Long Beach’s parklet program, which gave restaurants and other businesses a lifeline to expand service outside during the pandemic, will be extended through the end of September.
The extension approved by the City Council Tuesday night will also allow many of the businesses that opened parklets to apply to make them permanent, including those along a section of Pine Avenue in Downtown that was closed to traffic completely.
The parklet program was set to expire June 30.
As part of Tuesday’s decision, the businesses that apply for permanent parklets will have to go through a permitting process and adhere to guidelines established by the city.
City Manager Tom Modica said that about 70% of Long Beach parklets could be eligible to become permanent while some will have to be removed due to safety concerns. The extension would only apply to existing parklets.

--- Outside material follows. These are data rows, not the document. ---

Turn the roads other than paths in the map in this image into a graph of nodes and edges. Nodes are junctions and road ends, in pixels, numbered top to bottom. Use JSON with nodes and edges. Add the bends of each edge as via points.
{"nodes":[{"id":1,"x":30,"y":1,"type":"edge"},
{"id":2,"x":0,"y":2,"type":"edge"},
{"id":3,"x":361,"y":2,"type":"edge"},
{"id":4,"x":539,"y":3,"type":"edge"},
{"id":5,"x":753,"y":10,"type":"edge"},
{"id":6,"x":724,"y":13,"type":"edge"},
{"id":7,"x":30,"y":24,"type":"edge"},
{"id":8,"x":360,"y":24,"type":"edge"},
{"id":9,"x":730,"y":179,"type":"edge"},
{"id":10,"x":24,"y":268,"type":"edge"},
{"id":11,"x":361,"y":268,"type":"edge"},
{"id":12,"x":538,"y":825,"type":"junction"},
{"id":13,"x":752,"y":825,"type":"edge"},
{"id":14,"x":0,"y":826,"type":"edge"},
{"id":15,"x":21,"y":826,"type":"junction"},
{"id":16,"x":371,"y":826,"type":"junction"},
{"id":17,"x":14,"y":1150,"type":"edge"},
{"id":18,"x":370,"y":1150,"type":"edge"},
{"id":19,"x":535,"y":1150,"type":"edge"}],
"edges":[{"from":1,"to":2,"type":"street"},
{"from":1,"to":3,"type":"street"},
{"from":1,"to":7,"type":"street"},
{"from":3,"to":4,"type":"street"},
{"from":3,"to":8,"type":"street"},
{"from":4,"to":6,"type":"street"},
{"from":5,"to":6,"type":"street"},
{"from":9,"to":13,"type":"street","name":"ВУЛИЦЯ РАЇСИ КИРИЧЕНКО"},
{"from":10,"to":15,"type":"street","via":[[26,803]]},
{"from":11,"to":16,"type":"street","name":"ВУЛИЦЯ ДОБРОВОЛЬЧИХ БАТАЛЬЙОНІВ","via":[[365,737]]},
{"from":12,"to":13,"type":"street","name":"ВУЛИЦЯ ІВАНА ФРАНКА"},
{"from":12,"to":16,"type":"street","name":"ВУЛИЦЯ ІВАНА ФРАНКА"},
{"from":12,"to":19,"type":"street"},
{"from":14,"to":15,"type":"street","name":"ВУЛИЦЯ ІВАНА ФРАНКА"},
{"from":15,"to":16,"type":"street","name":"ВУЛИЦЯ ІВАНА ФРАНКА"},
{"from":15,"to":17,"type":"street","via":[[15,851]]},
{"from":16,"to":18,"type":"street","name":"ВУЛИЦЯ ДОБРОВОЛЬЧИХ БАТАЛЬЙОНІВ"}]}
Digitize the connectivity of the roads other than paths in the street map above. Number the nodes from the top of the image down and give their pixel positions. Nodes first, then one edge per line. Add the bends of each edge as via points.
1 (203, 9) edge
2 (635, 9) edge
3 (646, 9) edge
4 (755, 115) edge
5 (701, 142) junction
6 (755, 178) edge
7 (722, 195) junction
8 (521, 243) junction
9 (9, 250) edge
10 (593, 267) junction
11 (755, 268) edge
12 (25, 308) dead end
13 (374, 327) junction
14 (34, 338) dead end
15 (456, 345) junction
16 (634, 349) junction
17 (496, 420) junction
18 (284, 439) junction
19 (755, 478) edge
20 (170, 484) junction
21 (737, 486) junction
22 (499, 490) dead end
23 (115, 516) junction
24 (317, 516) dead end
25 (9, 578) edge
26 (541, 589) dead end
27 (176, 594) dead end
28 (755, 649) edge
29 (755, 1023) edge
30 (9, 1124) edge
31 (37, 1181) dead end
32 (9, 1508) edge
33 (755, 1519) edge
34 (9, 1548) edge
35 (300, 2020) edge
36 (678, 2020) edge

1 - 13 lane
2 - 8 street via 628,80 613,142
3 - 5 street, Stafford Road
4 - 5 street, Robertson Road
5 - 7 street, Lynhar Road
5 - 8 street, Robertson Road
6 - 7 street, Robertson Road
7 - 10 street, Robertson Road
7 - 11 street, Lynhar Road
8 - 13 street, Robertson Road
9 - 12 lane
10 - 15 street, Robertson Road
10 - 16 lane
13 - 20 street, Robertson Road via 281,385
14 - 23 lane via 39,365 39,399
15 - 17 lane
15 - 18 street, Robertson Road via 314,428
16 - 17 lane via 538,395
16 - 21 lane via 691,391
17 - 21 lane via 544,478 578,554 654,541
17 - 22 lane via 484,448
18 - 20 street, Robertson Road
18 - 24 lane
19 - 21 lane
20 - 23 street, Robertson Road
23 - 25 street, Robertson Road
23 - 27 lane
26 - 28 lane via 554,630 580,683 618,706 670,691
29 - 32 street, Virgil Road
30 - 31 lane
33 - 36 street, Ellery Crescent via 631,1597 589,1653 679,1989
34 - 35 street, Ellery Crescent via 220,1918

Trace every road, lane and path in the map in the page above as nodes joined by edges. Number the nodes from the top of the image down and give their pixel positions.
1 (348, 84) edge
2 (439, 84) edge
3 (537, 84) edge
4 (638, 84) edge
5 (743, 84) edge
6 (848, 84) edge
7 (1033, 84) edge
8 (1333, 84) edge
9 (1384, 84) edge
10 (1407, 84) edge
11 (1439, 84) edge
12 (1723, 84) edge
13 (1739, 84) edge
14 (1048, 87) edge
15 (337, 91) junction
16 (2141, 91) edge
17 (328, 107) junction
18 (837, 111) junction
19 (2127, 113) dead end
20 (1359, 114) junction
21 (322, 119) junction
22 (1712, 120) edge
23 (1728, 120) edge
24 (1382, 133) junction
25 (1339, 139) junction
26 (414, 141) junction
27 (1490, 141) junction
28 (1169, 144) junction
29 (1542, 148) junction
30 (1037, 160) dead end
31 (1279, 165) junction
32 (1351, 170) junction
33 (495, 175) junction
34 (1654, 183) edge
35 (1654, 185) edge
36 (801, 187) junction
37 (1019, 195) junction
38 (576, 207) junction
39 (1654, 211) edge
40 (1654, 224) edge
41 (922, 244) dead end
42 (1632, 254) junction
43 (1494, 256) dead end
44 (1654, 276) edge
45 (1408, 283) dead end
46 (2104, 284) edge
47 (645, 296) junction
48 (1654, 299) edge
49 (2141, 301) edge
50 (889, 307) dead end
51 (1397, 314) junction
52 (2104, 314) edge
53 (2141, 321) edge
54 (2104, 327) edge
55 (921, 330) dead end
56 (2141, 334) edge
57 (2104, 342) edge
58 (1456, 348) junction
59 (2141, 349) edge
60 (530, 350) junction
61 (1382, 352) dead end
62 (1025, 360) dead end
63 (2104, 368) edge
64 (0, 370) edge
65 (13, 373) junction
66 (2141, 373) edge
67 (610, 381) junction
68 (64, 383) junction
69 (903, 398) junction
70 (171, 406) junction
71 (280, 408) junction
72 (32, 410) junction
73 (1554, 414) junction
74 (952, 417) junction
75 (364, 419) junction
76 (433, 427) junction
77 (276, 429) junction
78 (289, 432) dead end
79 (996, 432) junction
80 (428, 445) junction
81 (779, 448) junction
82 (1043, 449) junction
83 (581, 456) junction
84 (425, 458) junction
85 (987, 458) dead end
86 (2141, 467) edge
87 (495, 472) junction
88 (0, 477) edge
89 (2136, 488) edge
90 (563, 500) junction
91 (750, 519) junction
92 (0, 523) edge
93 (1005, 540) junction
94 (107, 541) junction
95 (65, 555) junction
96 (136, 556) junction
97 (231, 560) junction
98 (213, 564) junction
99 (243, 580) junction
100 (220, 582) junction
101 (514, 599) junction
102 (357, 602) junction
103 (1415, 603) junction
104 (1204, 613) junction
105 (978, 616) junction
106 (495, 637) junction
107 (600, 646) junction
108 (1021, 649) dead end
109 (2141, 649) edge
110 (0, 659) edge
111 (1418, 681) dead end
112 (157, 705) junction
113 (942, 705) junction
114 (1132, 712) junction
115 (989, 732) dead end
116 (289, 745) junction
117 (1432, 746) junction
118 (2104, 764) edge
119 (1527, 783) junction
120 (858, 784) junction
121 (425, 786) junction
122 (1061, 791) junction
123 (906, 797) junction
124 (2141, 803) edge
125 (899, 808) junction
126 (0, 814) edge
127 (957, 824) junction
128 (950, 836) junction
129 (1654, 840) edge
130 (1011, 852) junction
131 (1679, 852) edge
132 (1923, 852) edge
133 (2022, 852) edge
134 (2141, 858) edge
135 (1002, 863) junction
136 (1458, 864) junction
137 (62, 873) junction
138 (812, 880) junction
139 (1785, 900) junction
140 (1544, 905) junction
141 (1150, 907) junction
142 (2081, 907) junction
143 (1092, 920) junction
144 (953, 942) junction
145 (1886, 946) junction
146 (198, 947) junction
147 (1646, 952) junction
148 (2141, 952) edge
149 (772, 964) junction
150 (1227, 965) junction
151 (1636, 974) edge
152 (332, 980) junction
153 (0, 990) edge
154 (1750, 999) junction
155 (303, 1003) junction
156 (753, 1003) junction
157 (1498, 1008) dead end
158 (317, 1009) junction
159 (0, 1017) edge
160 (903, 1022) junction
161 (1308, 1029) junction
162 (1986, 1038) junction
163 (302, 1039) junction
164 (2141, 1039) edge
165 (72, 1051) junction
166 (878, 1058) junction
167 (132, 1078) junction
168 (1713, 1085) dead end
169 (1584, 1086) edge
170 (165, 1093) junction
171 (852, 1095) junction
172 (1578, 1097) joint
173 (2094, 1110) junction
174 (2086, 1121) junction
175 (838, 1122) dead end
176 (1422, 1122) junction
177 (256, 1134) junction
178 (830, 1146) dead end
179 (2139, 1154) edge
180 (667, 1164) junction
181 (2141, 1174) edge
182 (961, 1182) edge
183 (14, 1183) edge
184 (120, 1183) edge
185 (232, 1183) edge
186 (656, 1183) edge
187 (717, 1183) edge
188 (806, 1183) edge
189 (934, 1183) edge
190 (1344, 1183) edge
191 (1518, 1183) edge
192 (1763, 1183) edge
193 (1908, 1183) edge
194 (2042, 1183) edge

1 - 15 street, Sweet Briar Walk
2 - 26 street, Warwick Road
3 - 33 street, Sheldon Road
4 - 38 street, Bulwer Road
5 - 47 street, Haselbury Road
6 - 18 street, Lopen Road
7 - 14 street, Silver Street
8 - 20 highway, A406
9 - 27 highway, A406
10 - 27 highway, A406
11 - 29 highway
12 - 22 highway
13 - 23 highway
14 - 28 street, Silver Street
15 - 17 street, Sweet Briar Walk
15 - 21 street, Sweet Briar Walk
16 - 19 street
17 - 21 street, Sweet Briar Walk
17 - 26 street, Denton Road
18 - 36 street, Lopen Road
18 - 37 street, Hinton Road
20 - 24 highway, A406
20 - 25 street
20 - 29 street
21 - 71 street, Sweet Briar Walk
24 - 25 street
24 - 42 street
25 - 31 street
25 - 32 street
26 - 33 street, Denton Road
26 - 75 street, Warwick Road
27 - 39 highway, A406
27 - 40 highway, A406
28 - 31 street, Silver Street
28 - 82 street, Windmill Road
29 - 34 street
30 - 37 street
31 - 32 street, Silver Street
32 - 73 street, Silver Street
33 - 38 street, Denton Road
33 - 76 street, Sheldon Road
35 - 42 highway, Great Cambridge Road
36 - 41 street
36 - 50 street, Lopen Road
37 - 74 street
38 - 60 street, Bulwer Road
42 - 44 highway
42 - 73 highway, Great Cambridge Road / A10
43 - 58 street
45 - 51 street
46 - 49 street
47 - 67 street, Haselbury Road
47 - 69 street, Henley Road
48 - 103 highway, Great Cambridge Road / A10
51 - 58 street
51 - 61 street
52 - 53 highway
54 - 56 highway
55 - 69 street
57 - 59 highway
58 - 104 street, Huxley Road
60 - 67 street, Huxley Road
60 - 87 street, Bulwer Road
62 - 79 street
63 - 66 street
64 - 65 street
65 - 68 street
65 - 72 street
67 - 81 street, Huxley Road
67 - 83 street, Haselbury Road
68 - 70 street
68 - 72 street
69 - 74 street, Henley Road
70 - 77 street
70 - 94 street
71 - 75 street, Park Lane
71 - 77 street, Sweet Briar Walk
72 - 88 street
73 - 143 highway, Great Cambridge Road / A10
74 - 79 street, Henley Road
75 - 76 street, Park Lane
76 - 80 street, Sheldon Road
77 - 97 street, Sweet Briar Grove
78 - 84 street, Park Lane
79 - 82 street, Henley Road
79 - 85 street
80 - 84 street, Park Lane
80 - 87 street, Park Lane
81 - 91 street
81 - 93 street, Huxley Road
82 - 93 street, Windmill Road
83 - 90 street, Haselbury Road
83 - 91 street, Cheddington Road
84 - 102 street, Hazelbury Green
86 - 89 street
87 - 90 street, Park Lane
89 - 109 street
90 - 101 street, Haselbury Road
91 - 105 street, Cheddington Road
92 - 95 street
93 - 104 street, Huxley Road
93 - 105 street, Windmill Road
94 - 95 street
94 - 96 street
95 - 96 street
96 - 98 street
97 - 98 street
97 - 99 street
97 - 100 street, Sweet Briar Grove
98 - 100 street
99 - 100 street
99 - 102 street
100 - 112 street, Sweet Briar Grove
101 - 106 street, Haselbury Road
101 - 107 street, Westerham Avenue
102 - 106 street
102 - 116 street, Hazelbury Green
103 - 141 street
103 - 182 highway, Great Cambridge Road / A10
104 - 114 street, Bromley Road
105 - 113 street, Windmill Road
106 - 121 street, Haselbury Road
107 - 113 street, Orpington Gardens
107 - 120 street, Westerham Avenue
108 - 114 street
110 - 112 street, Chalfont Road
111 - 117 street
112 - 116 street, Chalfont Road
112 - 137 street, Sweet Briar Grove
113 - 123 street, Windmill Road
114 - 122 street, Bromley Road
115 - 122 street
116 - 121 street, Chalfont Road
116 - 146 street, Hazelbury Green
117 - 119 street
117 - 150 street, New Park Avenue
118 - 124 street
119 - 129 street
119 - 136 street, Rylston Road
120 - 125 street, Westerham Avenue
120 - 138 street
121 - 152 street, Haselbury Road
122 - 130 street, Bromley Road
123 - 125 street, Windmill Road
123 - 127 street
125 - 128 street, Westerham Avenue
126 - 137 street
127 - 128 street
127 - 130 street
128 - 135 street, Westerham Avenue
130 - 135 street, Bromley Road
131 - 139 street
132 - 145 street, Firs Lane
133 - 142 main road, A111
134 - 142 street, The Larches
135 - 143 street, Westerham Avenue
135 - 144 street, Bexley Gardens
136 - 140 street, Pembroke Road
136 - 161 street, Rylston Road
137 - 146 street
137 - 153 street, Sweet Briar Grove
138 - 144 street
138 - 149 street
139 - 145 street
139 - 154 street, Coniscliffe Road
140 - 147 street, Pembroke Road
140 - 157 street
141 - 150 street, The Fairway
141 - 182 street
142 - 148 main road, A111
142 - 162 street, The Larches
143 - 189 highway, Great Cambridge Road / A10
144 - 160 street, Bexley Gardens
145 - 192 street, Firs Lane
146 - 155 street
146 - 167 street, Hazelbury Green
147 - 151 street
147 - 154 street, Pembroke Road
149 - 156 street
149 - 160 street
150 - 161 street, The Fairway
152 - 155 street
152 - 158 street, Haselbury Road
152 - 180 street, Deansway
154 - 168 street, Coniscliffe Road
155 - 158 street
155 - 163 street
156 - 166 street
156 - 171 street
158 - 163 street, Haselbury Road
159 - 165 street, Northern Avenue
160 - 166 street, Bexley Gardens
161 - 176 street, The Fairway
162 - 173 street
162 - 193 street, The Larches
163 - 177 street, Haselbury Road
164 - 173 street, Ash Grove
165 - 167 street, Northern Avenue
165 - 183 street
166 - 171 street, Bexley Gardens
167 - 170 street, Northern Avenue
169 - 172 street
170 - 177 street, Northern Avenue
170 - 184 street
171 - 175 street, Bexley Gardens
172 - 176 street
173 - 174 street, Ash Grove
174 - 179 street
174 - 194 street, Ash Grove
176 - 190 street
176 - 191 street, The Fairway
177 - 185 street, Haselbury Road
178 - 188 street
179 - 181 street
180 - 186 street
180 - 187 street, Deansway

Modica said the parklets that would have to be removed exist in areas of the city that have traffic safety concerns or are blocking important infrastructure like storm drains. Some of the parklets that could be eligible to stay have aesthetic issues, accessibility and insurance issues, he said.
“They were done on an emergency basis,” Modica said. “They don’t have the final materials.”
Modica added that this extension would apply to other businesses that have expanded operations into their parking lots, but those types of outdoor extensions would have to end in September because they’re currently against zoning codes, he added.
The application process could include review of safety concerns due to traffic conditions on the streets they’re located, effects on parking in the area and feedback from residents who live around them.
The city has over 100 temporary parklets throughout the city but some have already begun to come down. The extension of the program would apply to parklets and to the complete street shutdown of Pine Avenue, something that members of the council have expressed interest in making permanent.
But the city already announced that it would be reopening lanes on Atlantic Avenue in Bixby Knolls that had been temporarily closed to allow area restaurants to expand out into the street. Those lanes are expected to reopen next week.
Another parklet that was granted to a real estate office will not be covered by the extension.
There have been concerns over the safety of parklets as lanes of traffic and parking have been removed. In some cases this has put diners in close proximity to traffic and there have been a number of accidents involving vehicles crashing into parklets.
Councilwoman Suzie Price asked that the traffic engineer consult on parklet locations. Price, who represents a district that includes Belmont Shore and Naples, said that there have been five accidents in parklets in her area of the city.
“Thankfully nobody got hurt but those accidents did take out two parklets completely,” Price said.
Mayor Robert Garcia asked for the plan to be developed after a big push from local restaurateurs, who said the outdoor areas could allow them to continue to recover from the pandemic-closures.
Garcia said that customers have also expressed a hesitance to head back to indoor dining despite the city’s “yellow” tier status in the state’s reopening plan that allows for 50% indoor capacity for restaurants. Restaurants and other retailers could seat more people inside if they require proof of negative tests or vaccination.
“I know folks who will not eat inside right now, they still want to eat outdoors and I know that for a lot of folks, that for them, that’s what works,” Garcia said.
Garcia added that he hoped that the parklets that are eligible to stay could become permanent.
“We understand that there has to be process in place, but my personal opinion is that as many parklets that want to stay permanent should be allowed to stay in place,” Garcia said.
The state is expected to lift most of its remaining COVID-19 guidelines on June 15.
June 15 is also the day that California will loosen mandates on wearing masks in public settings for those who are vaccinated.